§ **EXERCISE INSTRUCTIONS**: Exclude the images, then return every line below exactly as written.
*** DATA FOR THIS TASK Section Begins ***
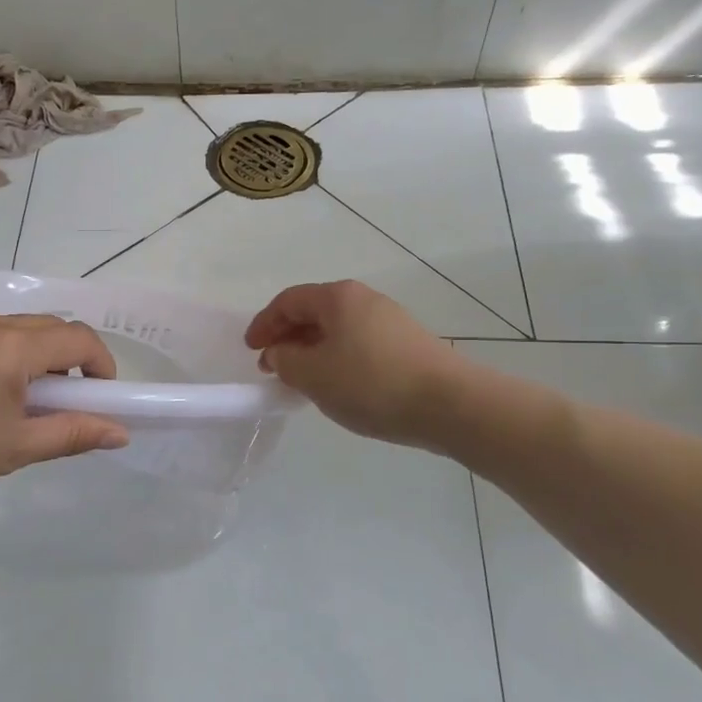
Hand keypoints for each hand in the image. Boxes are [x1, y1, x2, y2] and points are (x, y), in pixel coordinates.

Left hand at [0, 313, 129, 522]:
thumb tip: (119, 432)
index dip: (100, 363)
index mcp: (8, 347)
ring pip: (1, 326)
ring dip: (20, 354)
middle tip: (55, 402)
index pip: (77, 338)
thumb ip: (71, 434)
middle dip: (62, 359)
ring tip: (2, 399)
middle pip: (42, 326)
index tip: (99, 395)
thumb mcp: (12, 450)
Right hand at [245, 281, 472, 450]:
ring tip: (302, 378)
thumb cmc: (371, 383)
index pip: (288, 301)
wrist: (450, 404)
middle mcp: (364, 299)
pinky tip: (338, 385)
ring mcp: (390, 320)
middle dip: (288, 336)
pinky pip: (358, 343)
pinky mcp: (407, 344)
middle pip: (314, 311)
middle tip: (273, 365)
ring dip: (313, 350)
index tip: (251, 350)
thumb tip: (279, 353)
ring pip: (338, 329)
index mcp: (338, 297)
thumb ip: (285, 361)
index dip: (264, 324)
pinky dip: (337, 358)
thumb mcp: (313, 375)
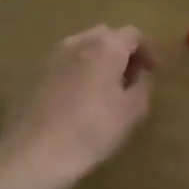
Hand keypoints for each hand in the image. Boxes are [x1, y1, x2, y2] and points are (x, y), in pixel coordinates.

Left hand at [0, 25, 155, 188]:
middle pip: (106, 36)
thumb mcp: (132, 112)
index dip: (147, 50)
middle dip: (122, 52)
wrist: (35, 153)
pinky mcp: (34, 74)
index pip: (133, 34)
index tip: (154, 71)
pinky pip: (64, 64)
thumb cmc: (92, 130)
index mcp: (106, 46)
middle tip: (131, 78)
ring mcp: (52, 56)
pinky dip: (77, 72)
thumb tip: (140, 74)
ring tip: (104, 89)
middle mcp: (78, 42)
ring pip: (82, 48)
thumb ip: (143, 86)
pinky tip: (78, 99)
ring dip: (98, 61)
*** DATA FOR THIS TASK Section Ends ***
§ **FINISHED TASK**:
Hand keypoints for each hand in the image. Boxes are [x1, y1, x2, y2] and points are (x, y), in pixel coordinates.

Left hand at [0, 313, 129, 522]:
thumb tip: (119, 432)
index dip: (100, 363)
index mcp: (8, 347)
ring pip: (1, 326)
ring dip: (20, 354)
middle tip: (55, 402)
index pip: (77, 338)
thumb ip: (71, 434)
middle dip: (62, 359)
ring tip: (2, 399)
middle pip: (42, 326)
index tip: (99, 395)
thumb mcp: (12, 450)
Right hand at [245, 281, 472, 450]:
ring tip: (302, 378)
thumb cmc: (371, 383)
index pip: (288, 301)
wrist: (450, 404)
middle mcp: (364, 299)
pinky tip: (338, 385)
ring mcp: (390, 320)
middle dip: (288, 336)
pinky pip: (358, 343)
pinky mcp: (407, 344)
middle pip: (314, 311)
middle tip: (273, 365)
ring dip: (313, 350)
index tip: (251, 350)
thumb tip: (279, 353)
ring pip: (338, 329)
index mcp: (338, 297)
thumb ip: (285, 361)
index dip: (264, 324)
pinky dip: (337, 358)
thumb mcp: (313, 375)
Hand keypoints for each hand in the image. Boxes are [x1, y1, x2, y2] and points are (x, y), in pixel coordinates.

Left hand at [0, 25, 155, 188]:
middle pip: (106, 36)
thumb mcp: (132, 112)
index dip: (147, 50)
middle dip: (122, 52)
wrist: (35, 153)
pinky mcp: (34, 74)
index pip: (133, 34)
index tip: (154, 71)
pinky pip: (64, 64)
thumb cmc: (92, 130)
index mcp: (106, 46)
middle tip: (131, 78)
ring mcp: (52, 56)
pinky dip: (77, 72)
thumb tip: (140, 74)
ring tip: (104, 89)
middle mcp: (78, 42)
ring pip: (82, 48)
thumb ip: (143, 86)
pinky tip: (78, 99)
ring dip: (98, 61)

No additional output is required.